● Task to carry out
Copy each line below holding "Viale".
_____
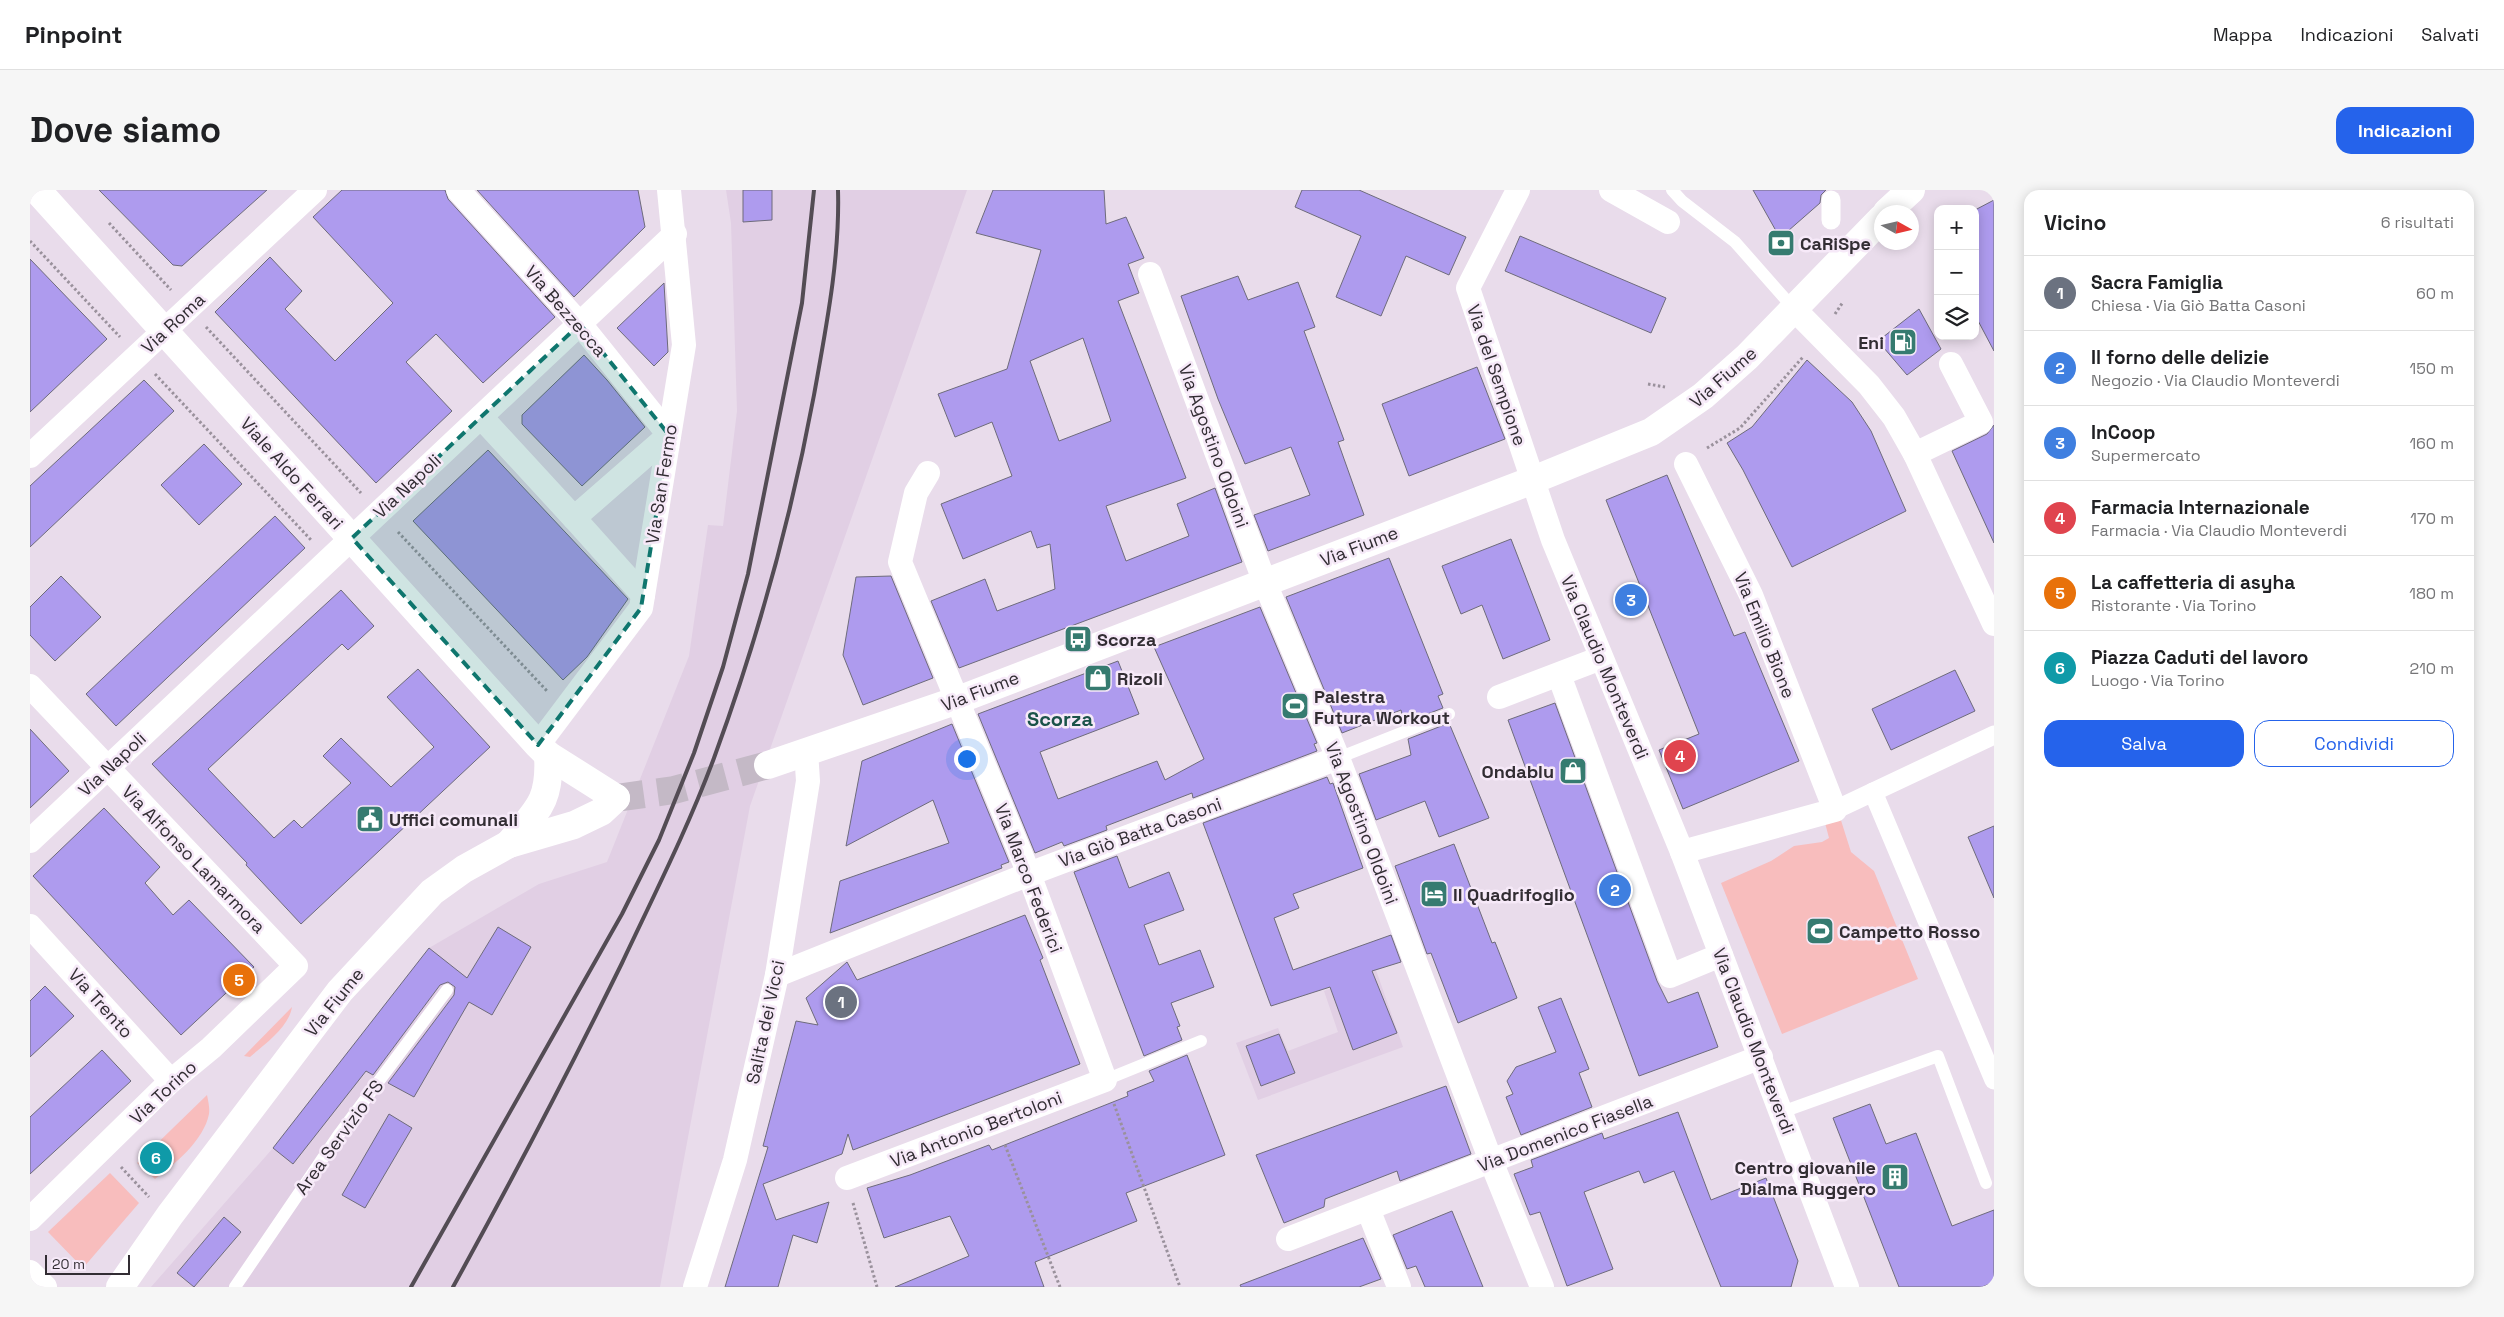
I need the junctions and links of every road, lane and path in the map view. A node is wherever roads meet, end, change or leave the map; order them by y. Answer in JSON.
{"nodes":[{"id":1,"x":36,"y":190,"type":"edge"},
{"id":2,"x":316,"y":190,"type":"edge"},
{"id":3,"x":458,"y":190,"type":"edge"},
{"id":4,"x":670,"y":190,"type":"edge"},
{"id":5,"x":1518,"y":190,"type":"edge"},
{"id":6,"x":1611,"y":190,"type":"edge"},
{"id":7,"x":1672,"y":190,"type":"edge"},
{"id":8,"x":1911,"y":190,"type":"edge"},
{"id":9,"x":30,"y":195,"type":"edge"},
{"id":10,"x":1831,"y":200,"type":"dead end"},
{"id":11,"x":1895,"y":205,"type":"edge"},
{"id":12,"x":104,"y":218,"type":"dead end"},
{"id":13,"x":1831,"y":220,"type":"dead end"},
{"id":14,"x":1668,"y":222,"type":"dead end"},
{"id":15,"x":1874,"y":226,"type":"edge"},
{"id":16,"x":675,"y":234,"type":"junction"},
{"id":17,"x":30,"y":240,"type":"edge"},
{"id":18,"x":1150,"y":274,"type":"dead end"},
{"id":19,"x":188,"y":308,"type":"junction"},
{"id":20,"x":1795,"y":310,"type":"junction"},
{"id":21,"x":580,"y":324,"type":"junction"},
{"id":22,"x":164,"y":331,"type":"junction"},
{"id":23,"x":138,"y":355,"type":"junction"},
{"id":24,"x":1805,"y":355,"type":"dead end"},
{"id":25,"x":1952,"y":364,"type":"dead end"},
{"id":26,"x":481,"y":417,"type":"junction"},
{"id":27,"x":1988,"y":419,"type":"edge"},
{"id":28,"x":669,"y":435,"type":"junction"},
{"id":29,"x":1915,"y":454,"type":"junction"},
{"id":30,"x":30,"y":456,"type":"edge"},
{"id":31,"x":1692,"y":458,"type":"joint"},
{"id":32,"x":928,"y":473,"type":"dead end"},
{"id":33,"x":1533,"y":480,"type":"junction"},
{"id":34,"x":380,"y":512,"type":"junction"},
{"id":35,"x":574,"y":518,"type":"junction"},
{"id":36,"x":352,"y":538,"type":"junction"},
{"id":37,"x":329,"y":560,"type":"junction"},
{"id":38,"x":1265,"y":583,"type":"junction"},
{"id":39,"x":643,"y":595,"type":"junction"},
{"id":40,"x":1994,"y":624,"type":"edge"},
{"id":41,"x":1601,"y":658,"type":"junction"},
{"id":42,"x":1559,"y":675,"type":"junction"},
{"id":43,"x":30,"y":686,"type":"edge"},
{"id":44,"x":1499,"y":697,"type":"dead end"},
{"id":45,"x":958,"y":700,"type":"junction"},
{"id":46,"x":565,"y":710,"type":"junction"},
{"id":47,"x":1449,"y":714,"type":"dead end"},
{"id":48,"x":1994,"y":735,"type":"edge"},
{"id":49,"x":543,"y":750,"type":"junction"},
{"id":50,"x":806,"y":751,"type":"junction"},
{"id":51,"x":1338,"y":758,"type":"junction"},
{"id":52,"x":768,"y":765,"type":"tunnel mouth"},
{"id":53,"x":107,"y":768,"type":"junction"},
{"id":54,"x":1873,"y":792,"type":"junction"},
{"id":55,"x":616,"y":798,"type":"joint"},
{"id":56,"x":1834,"y":810,"type":"junction"},
{"id":57,"x":30,"y":841,"type":"edge"},
{"id":58,"x":509,"y":844,"type":"junction"},
{"id":59,"x":1682,"y":852,"type":"junction"},
{"id":60,"x":1029,"y":874,"type":"junction"},
{"id":61,"x":30,"y":926,"type":"edge"},
{"id":62,"x":1721,"y":955,"type":"junction"},
{"id":63,"x":296,"y":966,"type":"joint"},
{"id":64,"x":777,"y":975,"type":"junction"},
{"id":65,"x":447,"y":990,"type":"dead end"},
{"id":66,"x":1201,"y":1042,"type":"dead end"},
{"id":67,"x":1761,"y":1057,"type":"junction"},
{"id":68,"x":171,"y":1080,"type":"junction"},
{"id":69,"x":1105,"y":1080,"type":"junction"},
{"id":70,"x":1994,"y":1080,"type":"edge"},
{"id":71,"x":1782,"y":1112,"type":"junction"},
{"id":72,"x":995,"y":1121,"type":"junction"},
{"id":73,"x":105,"y":1147,"type":"junction"},
{"id":74,"x":1491,"y":1162,"type":"junction"},
{"id":75,"x":847,"y":1178,"type":"joint"},
{"id":76,"x":1986,"y":1183,"type":"dead end"},
{"id":77,"x":1368,"y":1208,"type":"junction"},
{"id":78,"x":170,"y":1215,"type":"junction"},
{"id":79,"x":30,"y":1219,"type":"edge"},
{"id":80,"x":1288,"y":1240,"type":"dead end"},
{"id":81,"x":30,"y":1272,"type":"edge"},
{"id":82,"x":45,"y":1287,"type":"edge"},
{"id":83,"x":120,"y":1287,"type":"edge"},
{"id":84,"x":234,"y":1287,"type":"edge"},
{"id":85,"x":694,"y":1287,"type":"edge"},
{"id":86,"x":878,"y":1287,"type":"edge"},
{"id":87,"x":1060,"y":1287,"type":"edge"},
{"id":88,"x":1180,"y":1287,"type":"edge"},
{"id":89,"x":1399,"y":1287,"type":"edge"},
{"id":90,"x":1542,"y":1287,"type":"edge"},
{"id":91,"x":1847,"y":1287,"type":"edge"}],
"edges":[{"from":1,"to":9,"type":"street"},
{"from":1,"to":22,"type":"main road","name":"Viale Aldo Ferrari"},
{"from":2,"to":19,"type":"street","name":"Via Roma"},
{"from":3,"to":21,"type":"street","name":"Via Bezzecca"},
{"from":4,"to":16,"type":"street","name":"Via San Fermo"},
{"from":5,"to":33,"type":"street","name":"Via del Sempione"},
{"from":6,"to":14,"type":"street"},
{"from":7,"to":20,"type":"lane"},
{"from":8,"to":11,"type":"main road"},
{"from":10,"to":13,"type":"street"},
{"from":12,"to":19,"type":"path"},
{"from":15,"to":20,"type":"main road","name":"Via Fiume"},
{"from":16,"to":21,"type":"street","name":"Via Napoli"},
{"from":16,"to":28,"type":"street","name":"Via San Fermo"},
{"from":17,"to":23,"type":"path"},
{"from":18,"to":38,"type":"street","name":"Via Agostino Oldoini"},
{"from":19,"to":22,"type":"street","name":"Via Roma"},
{"from":19,"to":34,"type":"path"},
{"from":20,"to":29,"type":"street"},
{"from":20,"to":33,"type":"main road","name":"Via Fiume"},
{"from":21,"to":26,"type":"street","name":"Via Napoli"},
{"from":21,"to":28,"type":"street","name":"Via Bezzecca"},
{"from":22,"to":23,"type":"street","name":"Via Roma"},
{"from":22,"to":36,"type":"main road","name":"Viale Aldo Ferrari"},
{"from":23,"to":30,"type":"street","name":"Via Roma"},
{"from":23,"to":37,"type":"path"},
{"from":24,"to":31,"type":"path"},
{"from":25,"to":27,"type":"street"},
{"from":26,"to":34,"type":"street","name":"Via Napoli"},
{"from":26,"to":35,"type":"street"},
{"from":27,"to":29,"type":"street"},
{"from":28,"to":35,"type":"street"},
{"from":28,"to":39,"type":"street","name":"Via San Fermo"},
{"from":29,"to":40,"type":"street"},
{"from":31,"to":56,"type":"street","name":"Via Emilio Bione"},
{"from":32,"to":45,"type":"street","name":"Via Marco Federici"},
{"from":33,"to":38,"type":"main road","name":"Via Fiume"},
{"from":33,"to":41,"type":"street","name":"Via Claudio Monteverdi"},
{"from":34,"to":36,"type":"street","name":"Via Napoli"},
{"from":34,"to":46,"type":"path"},
{"from":35,"to":39,"type":"street"},
{"from":36,"to":37,"type":"street","name":"Via Napoli"},
{"from":36,"to":49,"type":"main road","name":"Viale Aldo Ferrari"},
{"from":37,"to":53,"type":"street","name":"Via Napoli"},
{"from":38,"to":45,"type":"main road","name":"Via Fiume"},
{"from":38,"to":51,"type":"street","name":"Via Agostino Oldoini"},
{"from":39,"to":46,"type":"street","name":"Via San Fermo"},
{"from":41,"to":42,"type":"street"},
{"from":41,"to":59,"type":"street","name":"Via Claudio Monteverdi"},
{"from":42,"to":44,"type":"street"},
{"from":42,"to":62,"type":"street"},
{"from":43,"to":53,"type":"street","name":"Via Alfonso Lamarmora"},
{"from":45,"to":50,"type":"main road","name":"Via Fiume"},
{"from":45,"to":60,"type":"street","name":"Via Marco Federici"},
{"from":46,"to":49,"type":"street","name":"Via San Fermo"},
{"from":47,"to":51,"type":"lane","name":"Via Giò Batta Casoni"},
{"from":48,"to":54,"type":"street"},
{"from":49,"to":55,"type":"main road","name":"Viale Aldo Ferrari"},
{"from":49,"to":58,"type":"main road"},
{"from":50,"to":52,"type":"main road","name":"Via Fiume"},
{"from":50,"to":64,"type":"street","name":"Salita dei Vicci"},
{"from":51,"to":60,"type":"street","name":"Via Giò Batta Casoni"},
{"from":51,"to":74,"type":"street","name":"Via Agostino Oldoini"},
{"from":53,"to":57,"type":"street","name":"Via Napoli"},
{"from":53,"to":63,"type":"street","name":"Via Alfonso Lamarmora"},
{"from":54,"to":56,"type":"street"},
{"from":54,"to":70,"type":"street"},
{"from":55,"to":58,"type":"main road","name":"Via Fiume"},
{"from":56,"to":59,"type":"street"},
{"from":58,"to":78,"type":"main road","name":"Via Fiume"},
{"from":59,"to":62,"type":"street","name":"Via Claudio Monteverdi"},
{"from":60,"to":64,"type":"street","name":"Via Giò Batta Casoni"},
{"from":60,"to":69,"type":"street","name":"Via Marco Federici"},
{"from":61,"to":68,"type":"street","name":"Via Trento"},
{"from":62,"to":67,"type":"street","name":"Via Claudio Monteverdi"},
{"from":63,"to":68,"type":"street","name":"Via Torino"},
{"from":64,"to":85,"type":"street","name":"Salita dei Vicci"},
{"from":65,"to":84,"type":"lane","name":"Area Servizio FS"},
{"from":66,"to":69,"type":"lane"},
{"from":67,"to":71,"type":"street","name":"Via Claudio Monteverdi"},
{"from":67,"to":74,"type":"street","name":"Via Domenico Fiasella"},
{"from":68,"to":73,"type":"street","name":"Via Torino"},
{"from":69,"to":72,"type":"street","name":"Via Antonio Bertoloni"},
{"from":69,"to":88,"type":"path"},
{"from":71,"to":76,"type":"lane"},
{"from":71,"to":91,"type":"street","name":"Via Claudio Monteverdi"},
{"from":72,"to":75,"type":"street","name":"Via Antonio Bertoloni"},
{"from":72,"to":87,"type":"path"},
{"from":73,"to":78,"type":"path"},
{"from":73,"to":79,"type":"street","name":"Via Torino"},
{"from":74,"to":77,"type":"street","name":"Via Domenico Fiasella"},
{"from":74,"to":90,"type":"street","name":"Via Agostino Oldoini"},
{"from":75,"to":86,"type":"path"},
{"from":77,"to":80,"type":"street","name":"Via Domenico Fiasella"},
{"from":77,"to":89,"type":"street"},
{"from":78,"to":83,"type":"main road","name":"Via Fiume"},
{"from":81,"to":82,"type":"street"}]}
_____
● Result below
{"from":1,"to":22,"type":"main road","name":"Viale Aldo Ferrari"},
{"from":22,"to":36,"type":"main road","name":"Viale Aldo Ferrari"},
{"from":36,"to":49,"type":"main road","name":"Viale Aldo Ferrari"},
{"from":49,"to":55,"type":"main road","name":"Viale Aldo Ferrari"},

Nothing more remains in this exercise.